INFORMATION REQUIRED IN THE REGISTRATION STATEMENT
 
Item 3.  Incorporation of Documents by Reference.
 
The following documents previously filed by the Company with the Commission are incorporated herein by reference:
 
  
(a)
The Company’s Annual Report on Form 10-K for its fiscal year ended January 1, 2010, filed with the Commission on April 1, 2010;
 
  
(b)
The Company’s Quarterly Report on Form 10-Q for the period ended April 2, 2010, filed with the Commission on May 12, 2010;
 
  
(c)
The following Current Reports of the Company:
 
 
(i)
The report on Form 8-K filed with the Commission on January 15, 2010;
 
 
(ii)
The report on Form 8-K filed with the Commission on March 2, 2010;
 
 
(iii)
The report on Form 8-K filed with the Commission on March 8, 2010, as amended on March 9 2010 and March 24, 2010 (with respect to items 2.01 and 9.01 only);
 
 
(iv)
The report on Form 8-K filed with the Commission on March 11, 2010;
 
 
(v)
The report on Form 8-K filed with the Commission on May 21, 2010;
 
 
(vi)
The report on Form 8-K filed with the Commission on May 28, 2010;
 
  
(d)
The description of our common stock contained in Amendment No. 1 to our registration statement on Form 8-A/A filed with the SEC on April 18, 2003, including any amendment or report filed for the purpose of updating this description.
 
All documents subsequently filed by the Company pursuant to Sections 13(a), 13(c), 14 or 15(d) of the Securities Exchange Act of 1934, as amended (the “Exchange Act”), prior to the filing of a post-effective amendment that indicates that all securities offered hereby have been sold or that deregisters all securities then remaining unsold, shall be deemed to be incorporated by reference into this Registration Statement and to be a part hereof from the date of filing of such documents.
 
Item 4.  Description of Securities.
 
Not applicable.
 
Item 5.  Interests of Named Experts and Counsel.
 
The validity of the securities being registered in this registration statement will be passed upon for the Company by Charles Kaufman, Esq.  Mr.
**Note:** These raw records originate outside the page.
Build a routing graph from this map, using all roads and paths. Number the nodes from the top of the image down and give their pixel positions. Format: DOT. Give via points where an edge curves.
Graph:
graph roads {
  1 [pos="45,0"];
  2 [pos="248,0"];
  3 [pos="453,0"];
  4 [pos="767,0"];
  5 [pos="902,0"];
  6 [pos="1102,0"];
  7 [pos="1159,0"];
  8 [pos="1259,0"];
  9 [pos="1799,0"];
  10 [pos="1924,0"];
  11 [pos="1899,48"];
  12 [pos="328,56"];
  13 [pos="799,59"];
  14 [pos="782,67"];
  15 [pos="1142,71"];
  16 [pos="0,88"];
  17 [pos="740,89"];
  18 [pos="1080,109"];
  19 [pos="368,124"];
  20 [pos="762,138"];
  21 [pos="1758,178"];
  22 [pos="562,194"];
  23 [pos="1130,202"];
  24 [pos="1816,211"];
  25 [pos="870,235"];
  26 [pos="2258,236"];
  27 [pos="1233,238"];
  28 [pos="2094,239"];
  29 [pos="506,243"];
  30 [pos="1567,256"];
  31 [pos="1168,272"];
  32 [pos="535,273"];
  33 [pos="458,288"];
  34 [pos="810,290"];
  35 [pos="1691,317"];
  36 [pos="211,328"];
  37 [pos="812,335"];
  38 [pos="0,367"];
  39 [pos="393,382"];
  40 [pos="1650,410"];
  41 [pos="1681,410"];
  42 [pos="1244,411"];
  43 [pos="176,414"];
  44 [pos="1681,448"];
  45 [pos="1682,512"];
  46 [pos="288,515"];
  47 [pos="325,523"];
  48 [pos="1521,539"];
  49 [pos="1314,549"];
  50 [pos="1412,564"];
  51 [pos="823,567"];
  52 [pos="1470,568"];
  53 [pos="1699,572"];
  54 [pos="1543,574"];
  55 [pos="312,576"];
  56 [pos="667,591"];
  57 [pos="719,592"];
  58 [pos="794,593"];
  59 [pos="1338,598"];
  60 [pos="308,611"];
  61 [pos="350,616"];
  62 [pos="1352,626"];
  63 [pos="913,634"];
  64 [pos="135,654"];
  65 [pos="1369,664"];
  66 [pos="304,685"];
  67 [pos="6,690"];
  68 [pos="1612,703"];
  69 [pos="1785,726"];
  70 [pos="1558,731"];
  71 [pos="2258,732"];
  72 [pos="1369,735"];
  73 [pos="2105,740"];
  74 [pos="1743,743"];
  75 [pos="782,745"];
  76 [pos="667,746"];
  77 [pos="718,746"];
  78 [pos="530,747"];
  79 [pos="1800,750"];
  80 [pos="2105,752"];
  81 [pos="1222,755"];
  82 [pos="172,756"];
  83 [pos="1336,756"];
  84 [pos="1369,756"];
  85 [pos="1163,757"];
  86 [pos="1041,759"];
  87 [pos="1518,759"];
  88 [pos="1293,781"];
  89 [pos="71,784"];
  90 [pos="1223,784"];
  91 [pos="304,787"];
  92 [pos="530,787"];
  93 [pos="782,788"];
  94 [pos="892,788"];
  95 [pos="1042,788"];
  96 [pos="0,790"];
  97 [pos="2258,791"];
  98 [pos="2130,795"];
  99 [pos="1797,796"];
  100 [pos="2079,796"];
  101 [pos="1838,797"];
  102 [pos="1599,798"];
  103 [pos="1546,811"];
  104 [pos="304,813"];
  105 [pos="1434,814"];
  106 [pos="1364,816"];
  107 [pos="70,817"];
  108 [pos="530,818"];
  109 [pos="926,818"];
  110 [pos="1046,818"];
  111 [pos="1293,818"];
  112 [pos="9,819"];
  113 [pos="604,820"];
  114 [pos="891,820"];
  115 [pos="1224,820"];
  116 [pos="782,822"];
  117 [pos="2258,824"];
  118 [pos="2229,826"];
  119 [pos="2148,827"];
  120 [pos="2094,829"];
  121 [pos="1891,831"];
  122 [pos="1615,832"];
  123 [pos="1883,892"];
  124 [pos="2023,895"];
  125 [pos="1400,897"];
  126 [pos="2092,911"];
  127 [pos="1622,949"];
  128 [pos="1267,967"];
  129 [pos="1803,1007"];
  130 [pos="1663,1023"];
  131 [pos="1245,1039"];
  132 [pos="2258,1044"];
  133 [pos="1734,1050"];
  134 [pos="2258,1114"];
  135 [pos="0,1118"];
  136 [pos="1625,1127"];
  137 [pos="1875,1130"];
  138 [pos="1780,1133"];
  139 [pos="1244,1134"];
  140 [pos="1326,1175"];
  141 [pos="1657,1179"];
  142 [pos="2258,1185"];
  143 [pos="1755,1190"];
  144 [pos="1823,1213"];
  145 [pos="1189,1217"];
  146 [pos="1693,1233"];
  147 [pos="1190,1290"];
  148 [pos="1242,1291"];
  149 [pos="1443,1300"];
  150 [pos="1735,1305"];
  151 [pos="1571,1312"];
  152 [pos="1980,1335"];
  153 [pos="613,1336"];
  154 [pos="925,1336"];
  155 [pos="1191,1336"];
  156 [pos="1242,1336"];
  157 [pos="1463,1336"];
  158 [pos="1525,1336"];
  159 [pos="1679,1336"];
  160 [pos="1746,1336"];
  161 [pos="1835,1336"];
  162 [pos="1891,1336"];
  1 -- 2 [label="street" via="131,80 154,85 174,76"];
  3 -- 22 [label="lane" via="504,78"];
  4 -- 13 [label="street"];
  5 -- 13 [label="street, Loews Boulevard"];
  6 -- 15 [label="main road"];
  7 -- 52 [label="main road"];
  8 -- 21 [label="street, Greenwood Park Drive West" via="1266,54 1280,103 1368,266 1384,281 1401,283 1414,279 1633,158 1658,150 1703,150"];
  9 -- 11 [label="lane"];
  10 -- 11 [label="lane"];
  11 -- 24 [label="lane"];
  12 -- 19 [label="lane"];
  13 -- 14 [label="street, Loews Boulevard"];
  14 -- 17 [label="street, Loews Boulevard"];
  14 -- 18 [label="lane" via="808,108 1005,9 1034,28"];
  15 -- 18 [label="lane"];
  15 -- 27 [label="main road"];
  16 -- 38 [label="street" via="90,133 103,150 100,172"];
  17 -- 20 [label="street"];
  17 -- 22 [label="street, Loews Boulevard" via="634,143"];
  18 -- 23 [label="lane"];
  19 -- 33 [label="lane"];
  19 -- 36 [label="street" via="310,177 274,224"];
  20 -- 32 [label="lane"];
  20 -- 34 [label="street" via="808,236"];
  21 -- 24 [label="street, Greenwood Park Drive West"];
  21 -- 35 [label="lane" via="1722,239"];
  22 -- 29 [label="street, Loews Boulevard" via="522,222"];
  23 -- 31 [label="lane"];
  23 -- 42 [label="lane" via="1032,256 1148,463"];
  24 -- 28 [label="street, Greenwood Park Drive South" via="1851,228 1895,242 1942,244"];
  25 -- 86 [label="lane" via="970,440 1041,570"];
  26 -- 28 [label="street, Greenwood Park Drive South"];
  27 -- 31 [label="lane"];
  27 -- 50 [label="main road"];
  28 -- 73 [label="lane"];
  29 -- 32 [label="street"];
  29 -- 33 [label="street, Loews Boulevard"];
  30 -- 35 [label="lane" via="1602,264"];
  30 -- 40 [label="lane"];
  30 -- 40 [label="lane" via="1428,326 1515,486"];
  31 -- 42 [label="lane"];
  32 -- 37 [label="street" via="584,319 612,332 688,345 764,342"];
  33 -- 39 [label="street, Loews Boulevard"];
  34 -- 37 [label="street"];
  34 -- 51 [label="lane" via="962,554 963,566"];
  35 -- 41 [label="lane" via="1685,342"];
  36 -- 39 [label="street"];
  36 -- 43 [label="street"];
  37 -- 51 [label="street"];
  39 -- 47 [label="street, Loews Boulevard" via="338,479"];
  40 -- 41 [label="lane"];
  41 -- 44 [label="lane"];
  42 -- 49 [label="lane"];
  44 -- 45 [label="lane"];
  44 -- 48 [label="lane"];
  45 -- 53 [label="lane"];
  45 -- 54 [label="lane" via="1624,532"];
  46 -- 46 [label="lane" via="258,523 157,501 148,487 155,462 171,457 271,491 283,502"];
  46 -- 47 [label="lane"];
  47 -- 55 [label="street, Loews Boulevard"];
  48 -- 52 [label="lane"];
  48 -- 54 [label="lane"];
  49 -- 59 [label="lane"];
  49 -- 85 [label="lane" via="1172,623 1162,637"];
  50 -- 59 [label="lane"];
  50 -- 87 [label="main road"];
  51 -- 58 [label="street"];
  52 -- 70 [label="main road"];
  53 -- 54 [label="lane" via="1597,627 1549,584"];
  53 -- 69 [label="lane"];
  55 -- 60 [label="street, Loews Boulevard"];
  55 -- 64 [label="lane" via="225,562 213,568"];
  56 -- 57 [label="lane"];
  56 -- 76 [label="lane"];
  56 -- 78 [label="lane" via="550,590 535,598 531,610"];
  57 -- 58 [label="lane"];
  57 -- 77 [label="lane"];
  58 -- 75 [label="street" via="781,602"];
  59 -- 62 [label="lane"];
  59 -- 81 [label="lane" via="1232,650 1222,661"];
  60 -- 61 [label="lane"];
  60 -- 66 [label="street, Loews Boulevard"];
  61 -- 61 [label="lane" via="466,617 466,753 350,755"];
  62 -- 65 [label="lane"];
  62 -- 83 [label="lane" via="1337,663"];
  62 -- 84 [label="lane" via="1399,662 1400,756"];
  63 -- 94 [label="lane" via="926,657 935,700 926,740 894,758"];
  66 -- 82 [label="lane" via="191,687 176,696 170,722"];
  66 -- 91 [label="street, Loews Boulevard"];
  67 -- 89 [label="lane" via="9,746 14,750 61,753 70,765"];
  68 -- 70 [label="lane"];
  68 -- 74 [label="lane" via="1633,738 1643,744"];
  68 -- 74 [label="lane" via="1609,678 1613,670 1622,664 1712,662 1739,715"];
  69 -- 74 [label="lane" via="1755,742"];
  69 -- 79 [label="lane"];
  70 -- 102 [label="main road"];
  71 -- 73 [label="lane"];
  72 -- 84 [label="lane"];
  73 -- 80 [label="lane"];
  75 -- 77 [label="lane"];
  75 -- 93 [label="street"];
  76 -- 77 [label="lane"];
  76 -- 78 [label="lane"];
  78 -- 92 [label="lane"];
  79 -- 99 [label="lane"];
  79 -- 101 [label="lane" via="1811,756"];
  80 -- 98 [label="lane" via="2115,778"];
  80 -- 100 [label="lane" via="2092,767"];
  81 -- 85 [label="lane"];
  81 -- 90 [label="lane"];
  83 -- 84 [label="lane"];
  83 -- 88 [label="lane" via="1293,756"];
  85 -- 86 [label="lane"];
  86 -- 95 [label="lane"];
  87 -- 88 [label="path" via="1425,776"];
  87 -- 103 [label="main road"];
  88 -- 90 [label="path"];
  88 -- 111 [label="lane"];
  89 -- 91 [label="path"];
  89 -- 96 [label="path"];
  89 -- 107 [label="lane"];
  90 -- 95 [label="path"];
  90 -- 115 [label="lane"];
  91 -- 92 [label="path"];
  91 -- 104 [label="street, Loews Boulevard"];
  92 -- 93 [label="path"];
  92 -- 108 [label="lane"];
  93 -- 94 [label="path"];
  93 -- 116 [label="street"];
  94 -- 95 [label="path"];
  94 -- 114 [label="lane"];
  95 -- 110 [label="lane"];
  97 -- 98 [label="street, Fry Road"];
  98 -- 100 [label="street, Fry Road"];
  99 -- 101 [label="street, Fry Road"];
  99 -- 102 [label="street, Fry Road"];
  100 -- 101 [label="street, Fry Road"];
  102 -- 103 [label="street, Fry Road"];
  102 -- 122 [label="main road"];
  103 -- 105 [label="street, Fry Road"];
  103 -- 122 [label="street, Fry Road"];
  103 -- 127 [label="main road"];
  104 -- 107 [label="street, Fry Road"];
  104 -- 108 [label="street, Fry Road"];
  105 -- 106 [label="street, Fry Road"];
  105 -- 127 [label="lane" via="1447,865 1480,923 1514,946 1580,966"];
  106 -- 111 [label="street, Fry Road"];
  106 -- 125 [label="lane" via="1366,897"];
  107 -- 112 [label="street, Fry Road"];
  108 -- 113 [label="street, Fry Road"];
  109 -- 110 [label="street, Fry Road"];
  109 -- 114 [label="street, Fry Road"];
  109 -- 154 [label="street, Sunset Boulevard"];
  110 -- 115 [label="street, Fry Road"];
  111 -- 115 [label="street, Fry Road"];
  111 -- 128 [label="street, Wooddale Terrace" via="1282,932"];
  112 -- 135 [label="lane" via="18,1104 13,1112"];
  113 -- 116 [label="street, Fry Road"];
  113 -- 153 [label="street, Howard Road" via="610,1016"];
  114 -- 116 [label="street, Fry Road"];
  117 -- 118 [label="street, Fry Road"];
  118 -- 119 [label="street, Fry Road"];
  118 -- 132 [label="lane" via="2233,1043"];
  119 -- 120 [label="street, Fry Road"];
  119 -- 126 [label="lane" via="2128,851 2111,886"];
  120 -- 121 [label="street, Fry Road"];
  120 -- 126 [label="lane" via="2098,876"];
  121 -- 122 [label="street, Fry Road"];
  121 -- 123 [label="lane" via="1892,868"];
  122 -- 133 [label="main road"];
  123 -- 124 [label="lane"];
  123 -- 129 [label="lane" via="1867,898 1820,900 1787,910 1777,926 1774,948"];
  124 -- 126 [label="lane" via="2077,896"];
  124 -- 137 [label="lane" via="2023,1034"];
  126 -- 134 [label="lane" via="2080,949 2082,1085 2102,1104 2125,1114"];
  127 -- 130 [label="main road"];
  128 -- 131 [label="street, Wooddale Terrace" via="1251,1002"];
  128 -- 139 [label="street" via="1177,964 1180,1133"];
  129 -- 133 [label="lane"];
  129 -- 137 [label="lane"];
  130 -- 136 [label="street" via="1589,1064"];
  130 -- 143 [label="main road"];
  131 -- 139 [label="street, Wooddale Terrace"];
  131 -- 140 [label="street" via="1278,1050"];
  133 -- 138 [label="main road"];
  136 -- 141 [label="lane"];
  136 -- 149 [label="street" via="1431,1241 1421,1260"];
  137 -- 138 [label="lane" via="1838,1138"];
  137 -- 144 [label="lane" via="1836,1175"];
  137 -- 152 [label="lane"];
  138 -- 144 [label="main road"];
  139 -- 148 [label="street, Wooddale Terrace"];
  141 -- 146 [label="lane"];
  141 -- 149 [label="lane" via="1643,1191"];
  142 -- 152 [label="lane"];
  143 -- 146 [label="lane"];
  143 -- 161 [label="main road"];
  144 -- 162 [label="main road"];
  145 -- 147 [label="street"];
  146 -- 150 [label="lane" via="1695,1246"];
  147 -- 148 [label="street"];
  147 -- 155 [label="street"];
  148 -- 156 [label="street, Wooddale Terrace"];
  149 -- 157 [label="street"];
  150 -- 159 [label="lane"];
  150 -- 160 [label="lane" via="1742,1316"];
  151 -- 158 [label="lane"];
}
Kaufman, who participated in the preparation of this registration statement, is employed by STAAR as its Vice President and General Counsel, owns 28,000 shares of our Common Stock and holds options to purchase an additional 90,000 shares of our Common Stock.
 
Item 6.  Indemnification of Directors and Officers.
 
Section 145 of the Delaware General Corporation Law provides that a corporation may indemnify directors and officers as well as other employees and individuals against expenses (including attorneys’ fees), judgments, fines and amounts paid in settlement in connection with specified actions, suits or proceedings, whether civil, criminal, administrative or investigative (other than a “derivative action” — an action by or in the right of the corporation) if they acted in good faith and in a manner they reasonably believed to be in or not opposed to the best interests of the corporation and, with respect to any criminal action or proceedings, had no reasonable cause to believe their conduct was unlawful.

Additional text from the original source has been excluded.